Tragedia di Sierre : le cause al vaglio degli inquirenti
Le cause dello spaventoso incidente stradale che martedì sera alle 21.15 a Sierre (Vallese) ha strappato la vita a 28 persone fra le quali 22 bimbi di età compresa tra i 10 ed i 12 anni sono al vaglio degli inquirenti elvetici. Guasto meccanico, malore del conducente o tragico errore umano: sono queste le ipotesi presentate mercoledì sera nel corso di una conferenza stampa cui hanno partecipato, estremamente commossi, anche la Presidente della Confederatzione Eveline Widmer-Schlumpf e il primo ministro belga Elio Di Rupo. Sono 24 i bimbi feriti ancora ospedalizzati, tre di loro versano in gravi condizioni al Centro ospedaliero universitario di Losanna (CHUV).
Per ora si sa solo quel che è stato possibile verificare dalle immagini registrate dalle telecamere di videosorveglianza della galleria: improvvisamente il bus con a bordo 52 persone partito appena un’ora prima dalla Val d’Annivier e diretto nelle Fiandre ha urtato il cordolo a destra della carreggiata e poi si è schiantato contro il muro di una piazzuola di soccorso interna alla galleria,lungo un rettilineo. L’impatto con il muro di cemento armato è stato spaventoso e ciò nonostante da un controllo sommario sembrerebbe che la velocità del mezzo fosse contenuta entro i limiti. Il comandante della polizia vallesana Christian Varone è stato perentorio: lo schianto è stato violentissimo.
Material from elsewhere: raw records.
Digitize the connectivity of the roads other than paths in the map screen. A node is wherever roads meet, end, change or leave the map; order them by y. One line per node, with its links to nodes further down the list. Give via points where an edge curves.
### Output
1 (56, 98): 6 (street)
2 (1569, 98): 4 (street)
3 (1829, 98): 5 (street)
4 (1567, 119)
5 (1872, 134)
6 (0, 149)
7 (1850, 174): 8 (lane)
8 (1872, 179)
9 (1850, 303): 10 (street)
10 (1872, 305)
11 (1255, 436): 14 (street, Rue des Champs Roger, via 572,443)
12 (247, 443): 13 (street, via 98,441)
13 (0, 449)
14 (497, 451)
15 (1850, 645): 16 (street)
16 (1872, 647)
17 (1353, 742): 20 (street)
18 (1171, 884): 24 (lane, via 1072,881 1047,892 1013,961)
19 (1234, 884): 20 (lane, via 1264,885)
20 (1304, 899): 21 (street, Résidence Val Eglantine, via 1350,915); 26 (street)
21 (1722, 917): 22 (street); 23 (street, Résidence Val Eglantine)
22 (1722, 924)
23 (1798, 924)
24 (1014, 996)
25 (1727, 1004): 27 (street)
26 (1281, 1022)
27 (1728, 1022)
Sono 28, come detto le persone decedute nell’incidente: 21 belgi, 7 olandesi. I 24 feriti superstiti sono tutti bimbi: tre di loro sono gravi, ricoverati al CHUV di Losanna, ha riferito Jean-Pierre Deslarzes, medico responsabile dell’Organizzazione cantonale vallesana di soccorso. Gli altri sono ricoverati negli ospedali di Sion, Sierre, Visp, Martigny e all’Inselspital di Berna. Dei 24 feriti, 21 sono stati formalmente identificati: 17 belgi, 3 olandesi, 1 polacco e 1 tedesco.
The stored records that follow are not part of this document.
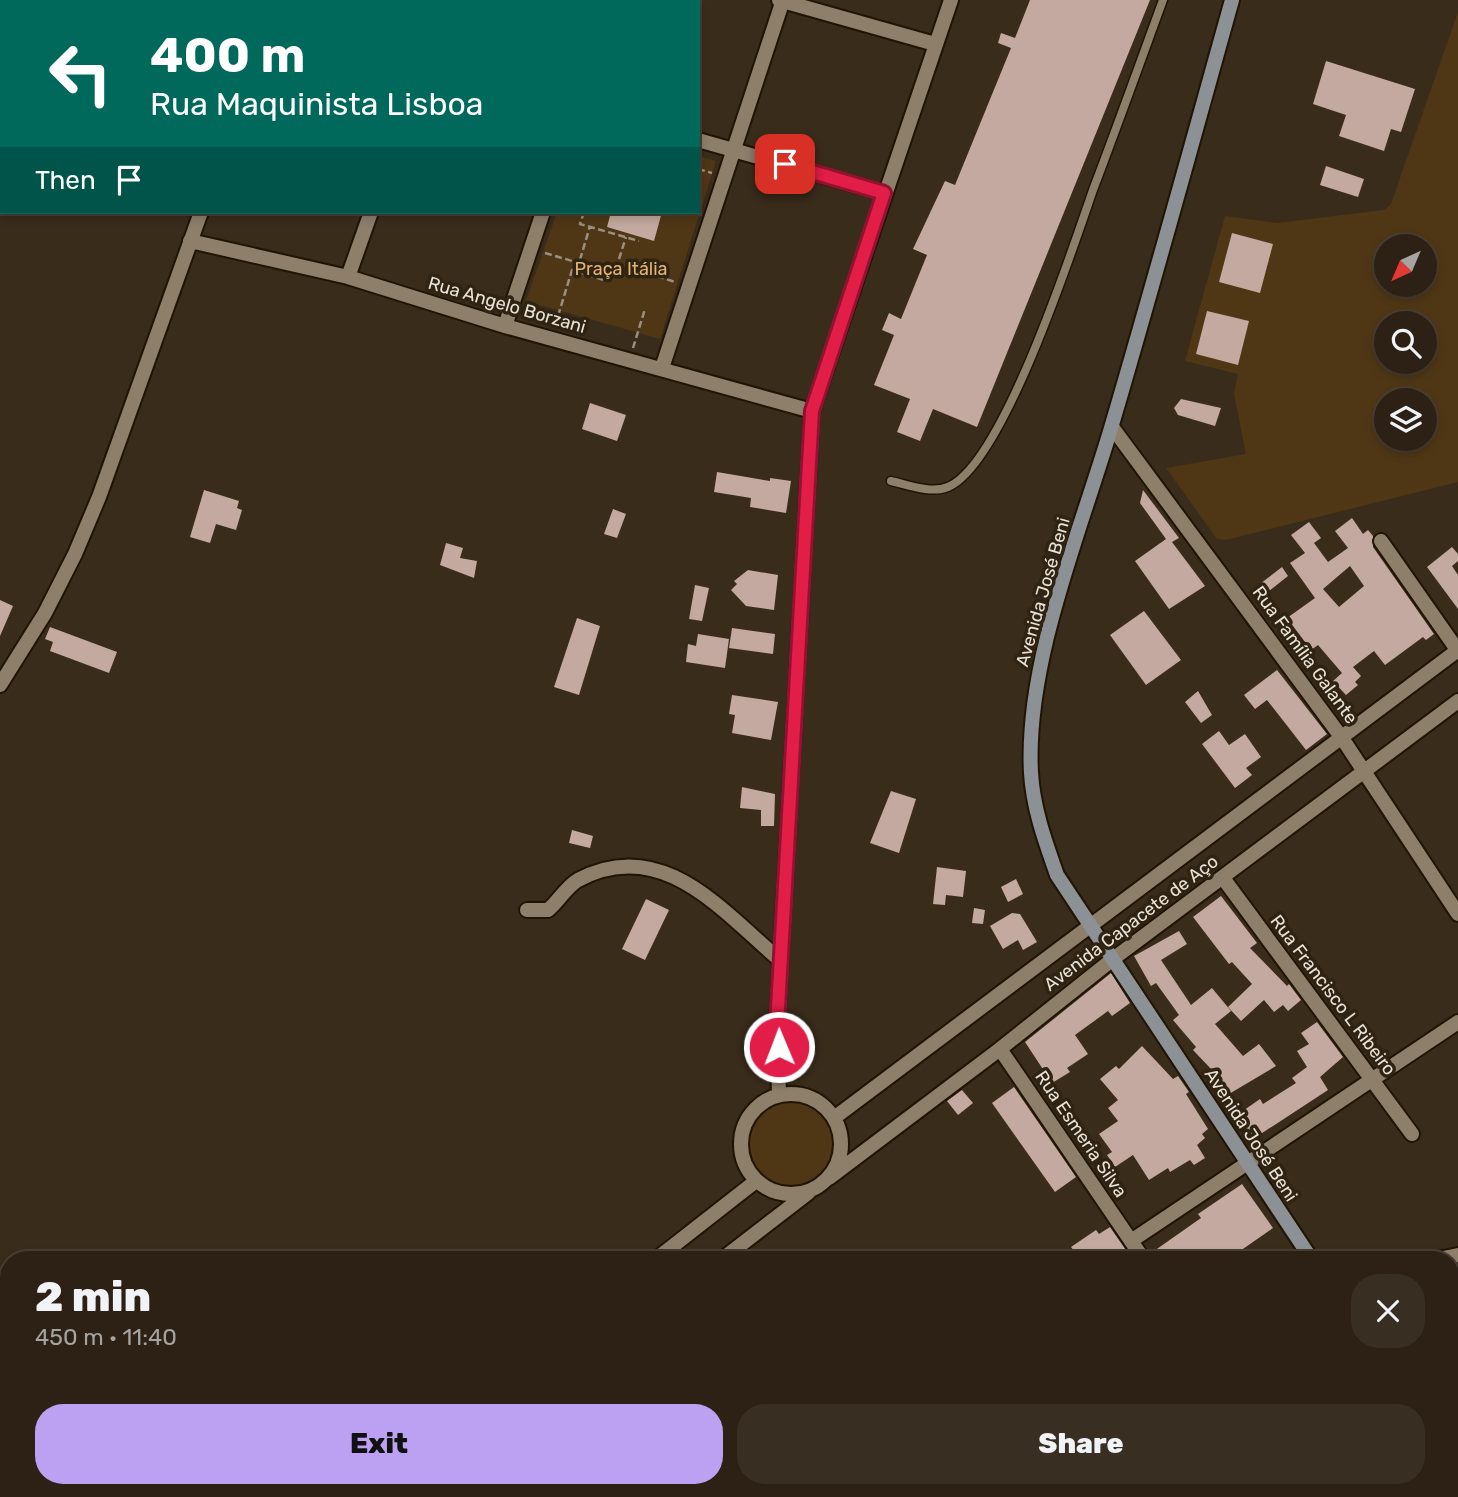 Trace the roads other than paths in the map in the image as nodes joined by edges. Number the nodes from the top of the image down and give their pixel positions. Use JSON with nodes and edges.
{"nodes":[{"id":1,"x":782,"y":0,"type":"edge"},
{"id":2,"x":951,"y":0,"type":"edge"},
{"id":3,"x":1163,"y":0,"type":"edge"},
{"id":4,"x":1232,"y":0,"type":"edge"},
{"id":5,"x":935,"y":44,"type":"junction"},
{"id":6,"x":700,"y":141,"type":"edge"},
{"id":7,"x":735,"y":150,"type":"junction"},
{"id":8,"x":884,"y":193,"type":"junction"},
{"id":9,"x":200,"y":214,"type":"edge"},
{"id":10,"x":370,"y":214,"type":"edge"},
{"id":11,"x":542,"y":214,"type":"edge"},
{"id":12,"x":191,"y":241,"type":"junction"},
{"id":13,"x":348,"y":278,"type":"junction"},
{"id":14,"x":505,"y":326,"type":"junction"},
{"id":15,"x":662,"y":368,"type":"junction"},
{"id":16,"x":812,"y":411,"type":"junction"},
{"id":17,"x":1111,"y":426,"type":"junction"},
{"id":18,"x":891,"y":481,"type":"dead end"},
{"id":19,"x":1381,"y":541,"type":"dead end"},
{"id":20,"x":1458,"y":651,"type":"edge"},
{"id":21,"x":0,"y":685,"type":"edge"},
{"id":22,"x":1458,"y":701,"type":"edge"},
{"id":23,"x":1342,"y":738,"type":"junction"},
{"id":24,"x":1364,"y":772,"type":"junction"},
{"id":25,"x":1223,"y":878,"type":"junction"},
{"id":26,"x":527,"y":910,"type":"dead end"},
{"id":27,"x":1458,"y":914,"type":"edge"},
{"id":28,"x":1092,"y":928,"type":"junction"},
{"id":29,"x":1113,"y":959,"type":"junction"},
{"id":30,"x":781,"y":961,"type":"junction"},
{"id":31,"x":1458,"y":1022,"type":"edge"},
{"id":32,"x":1000,"y":1049,"type":"junction"},
{"id":33,"x":1373,"y":1080,"type":"junction"},
{"id":34,"x":779,"y":1095,"type":"junction"},
{"id":35,"x":834,"y":1118,"type":"junction"},
{"id":36,"x":1412,"y":1134,"type":"dead end"},
{"id":37,"x":1247,"y":1166,"type":"junction"},
{"id":38,"x":829,"y":1178,"type":"junction"},
{"id":39,"x":757,"y":1181,"type":"junction"},
{"id":40,"x":811,"y":1190,"type":"junction"},
{"id":41,"x":1131,"y":1241,"type":"junction"},
{"id":42,"x":667,"y":1251,"type":"edge"},
{"id":43,"x":733,"y":1251,"type":"edge"},
{"id":44,"x":1138,"y":1251,"type":"edge"},
{"id":45,"x":1306,"y":1251,"type":"edge"}],
"edges":[{"from":1,"to":5,"type":"street"},
{"from":1,"to":7,"type":"street"},
{"from":2,"to":5,"type":"street"},
{"from":3,"to":18,"type":"lane"},
{"from":4,"to":17,"type":"main road","name":"Avenida José Beni"},
{"from":5,"to":8,"type":"street"},
{"from":6,"to":7,"type":"street"},
{"from":7,"to":8,"type":"street"},
{"from":7,"to":15,"type":"street"},
{"from":8,"to":16,"type":"street"},
{"from":9,"to":12,"type":"street"},
{"from":10,"to":13,"type":"street"},
{"from":11,"to":14,"type":"street"},
{"from":12,"to":13,"type":"street","name":"Rua Angelo Borzani"},
{"from":12,"to":21,"type":"street"},
{"from":13,"to":14,"type":"street","name":"Rua Angelo Borzani"},
{"from":14,"to":15,"type":"street","name":"Rua Angelo Borzani"},
{"from":15,"to":16,"type":"street","name":"Rua Angelo Borzani"},
{"from":16,"to":30,"type":"street"},
{"from":17,"to":23,"type":"street","name":"Rua Família Galante"},
{"from":17,"to":28,"type":"main road","name":"Avenida José Beni"},
{"from":19,"to":20,"type":"street"},
{"from":20,"to":23,"type":"street","name":"Avenida Capacete de Aço"},
{"from":22,"to":24,"type":"street","name":"Avenida Capacete de Aço"},
{"from":23,"to":24,"type":"street","name":"Rua Família Galante"},
{"from":23,"to":28,"type":"street","name":"Avenida Capacete de Aço"},
{"from":24,"to":25,"type":"street","name":"Avenida Capacete de Aço"},
{"from":24,"to":27,"type":"street","name":"Rua Família Galante"},
{"from":25,"to":29,"type":"street","name":"Avenida Capacete de Aço"},
{"from":25,"to":33,"type":"street","name":"Rua Francisco L Ribeiro"},
{"from":26,"to":30,"type":"street"},
{"from":28,"to":29,"type":"main road","name":"Avenida José Beni"},
{"from":28,"to":35,"type":"street","name":"Avenida Capacete de Aço"},
{"from":29,"to":32,"type":"street","name":"Avenida Capacete de Aço"},
{"from":29,"to":37,"type":"main road","name":"Avenida José Beni"},
{"from":30,"to":34,"type":"street"},
{"from":31,"to":33,"type":"street"},
{"from":32,"to":38,"type":"street","name":"Avenida Capacete de Aço"},
{"from":32,"to":41,"type":"street","name":"Rua Esmeria Silva"},
{"from":33,"to":36,"type":"street","name":"Rua Francisco L Ribeiro"},
{"from":33,"to":37,"type":"street"},
{"from":34,"to":35,"type":"street"},
{"from":34,"to":39,"type":"street"},
{"from":35,"to":38,"type":"street"},
{"from":37,"to":41,"type":"street"},
{"from":37,"to":45,"type":"main road","name":"Avenida José Beni"},
{"from":38,"to":40,"type":"street"},
{"from":39,"to":40,"type":"street"},
{"from":39,"to":42,"type":"street"},
{"from":40,"to":43,"type":"street"},
{"from":41,"to":44,"type":"street","name":"Rua Esmeria Silva"}]}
I familiari delle vittime sono stati prontamente presi a carico da una cellula di crisi psicologica.
Nel corso della conferenza stampa organizzata in serata a Sion in presenza della presidente della confederazione e del primo ministro belga non è volata una mosca. L’emozione era palpabile anche fra il centinaio di giornalisti presenti, confrontati con la peggiore tragedia stradale del Paese.
Visibilmente turbato, Elio Di Rupo ha esclamato che « è un giorno drammatico per il nostro paese ; siamo qui per riangraziare la polizia, i medici, i pompieri, tutti i servizi elvetici che hanno lavorato con una professionalità ed una generosità ammirevoli. Siamo anche qui per cercare di comprendere e rinforzare ulteriormente la collaborazione tra Svizzera e Belgio”
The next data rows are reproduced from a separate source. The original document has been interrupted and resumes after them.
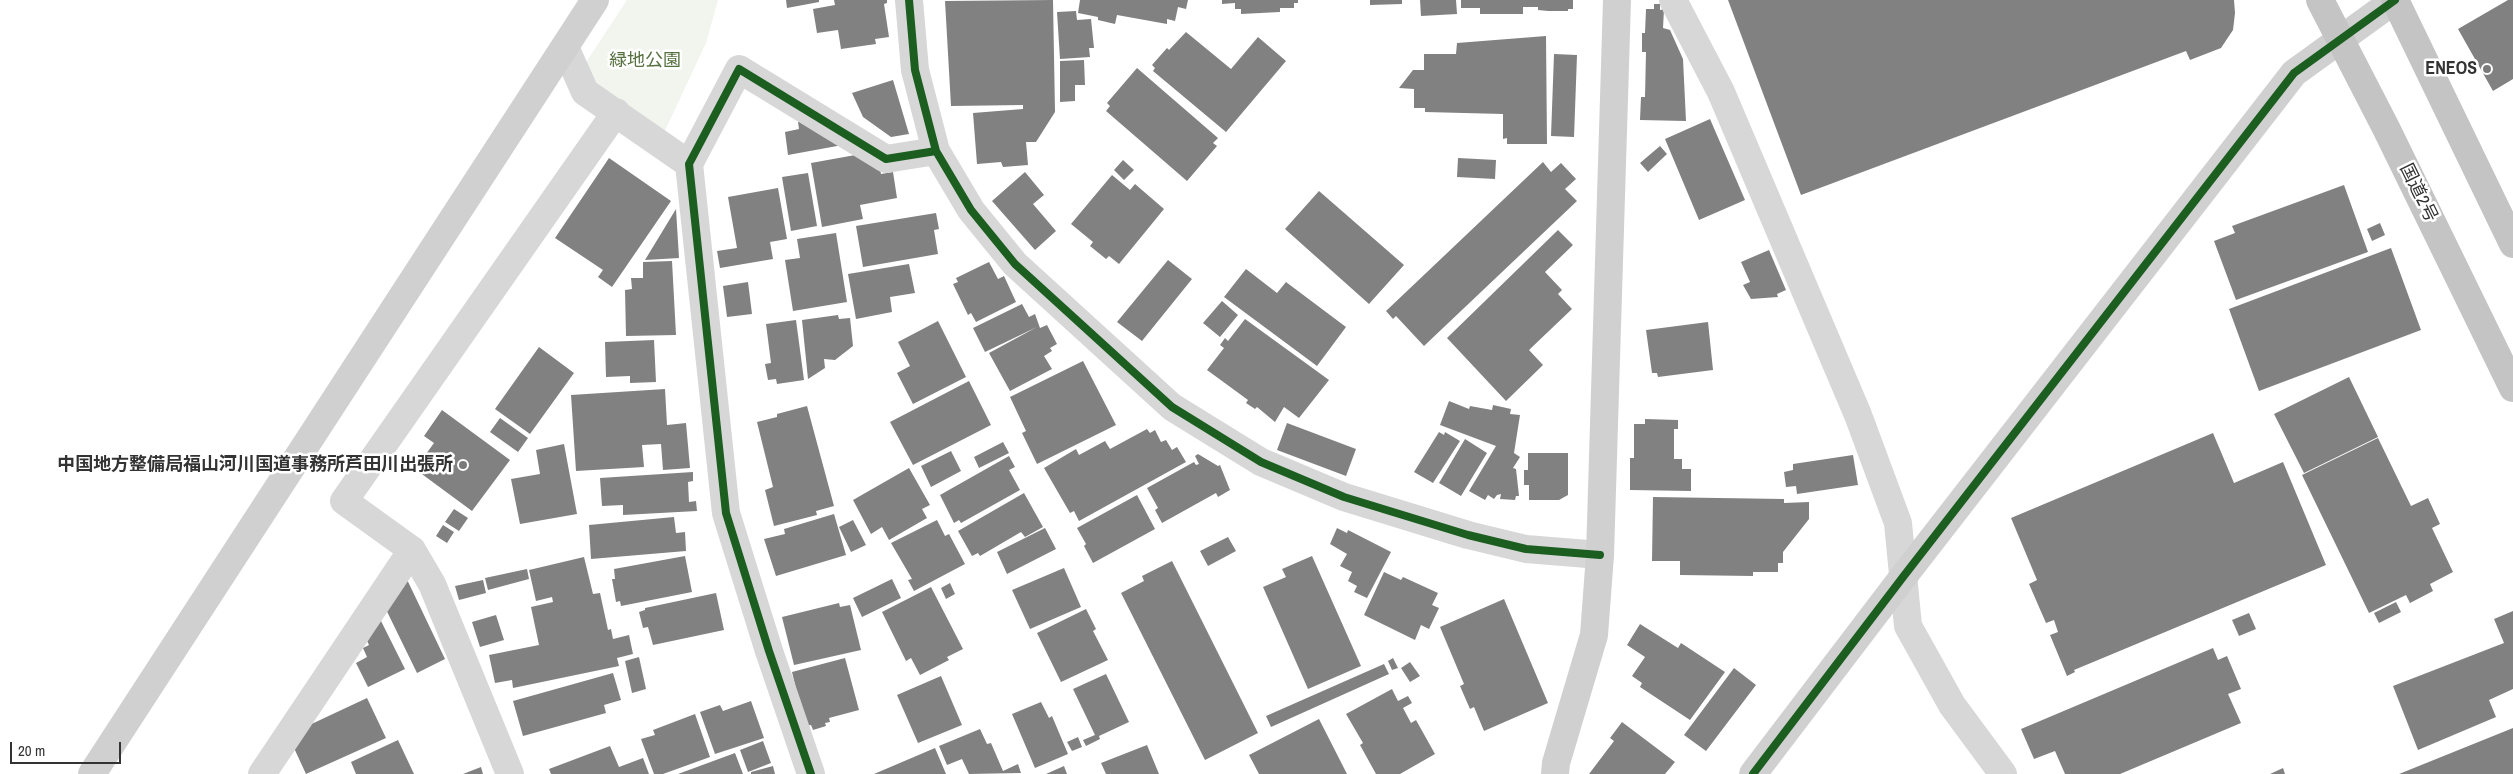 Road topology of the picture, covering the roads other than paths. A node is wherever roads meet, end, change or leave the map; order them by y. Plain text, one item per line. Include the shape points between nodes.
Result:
1 (595, 0) edge
2 (908, 0) edge
3 (1618, 0) edge
4 (1673, 0) edge
5 (2320, 0) edge
6 (2395, 0) edge
7 (2341, 38) junction
8 (565, 46) junction
9 (616, 112) junction
10 (936, 151) junction
11 (689, 164) junction
12 (2513, 244) edge
13 (2513, 388) edge
14 (412, 550) junction
15 (1600, 556) junction
16 (1903, 576) junction
17 (92, 774) edge
18 (262, 774) edge
19 (510, 774) edge
20 (811, 774) edge
21 (1555, 774) edge
22 (1752, 774) edge
23 (2003, 774) edge

1 - 8 street
2 - 10 street via 915,70
3 - 15 street
4 - 16 street via 1721,92 1858,415 1898,523
5 - 7 highway, 国道2号
6 - 7 street
6 - 12 highway
7 - 13 highway, 国道2号
7 - 16 street via 2294,73
8 - 9 street via 584,92
8 - 17 street
9 - 11 street
9 - 14 street via 344,501
10 - 11 street via 886,159 739,69
10 - 15 street via 971,210 1016,264 1172,407 1261,462 1344,497 1468,535 1526,549
11 - 20 street via 726,514
14 - 18 street
14 - 19 street via 432,584
15 - 21 street via 1594,635
16 - 22 street
16 - 23 street via 1908,626 1952,705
Di Rupo ha anche tenuto a sottolineare che ora l’essenziale è aiutare le famiglie. Eveline Widmer-Schlumpf, dal canto suo, ha espresso la sua “grande costernazione e la sua profonda emozione”, assicurando che la Svizzera farà tutto il possibile per sostenere i feriti e le loro famiglie, così come le famiglie delle vittime. “Faccio fatica a trovare le giuste parole in questo drammatico momento”, ha aggiunto.
Di Rupo e Widmer-Schlumpf hanno ringraziato ulteriormente i soccorritori « fortemente traumatizzati da quello a cui hanno assistito durante le otto ore del loro intervento”, ha tenuto a sottolineare Jean-Pierre Deslarzes.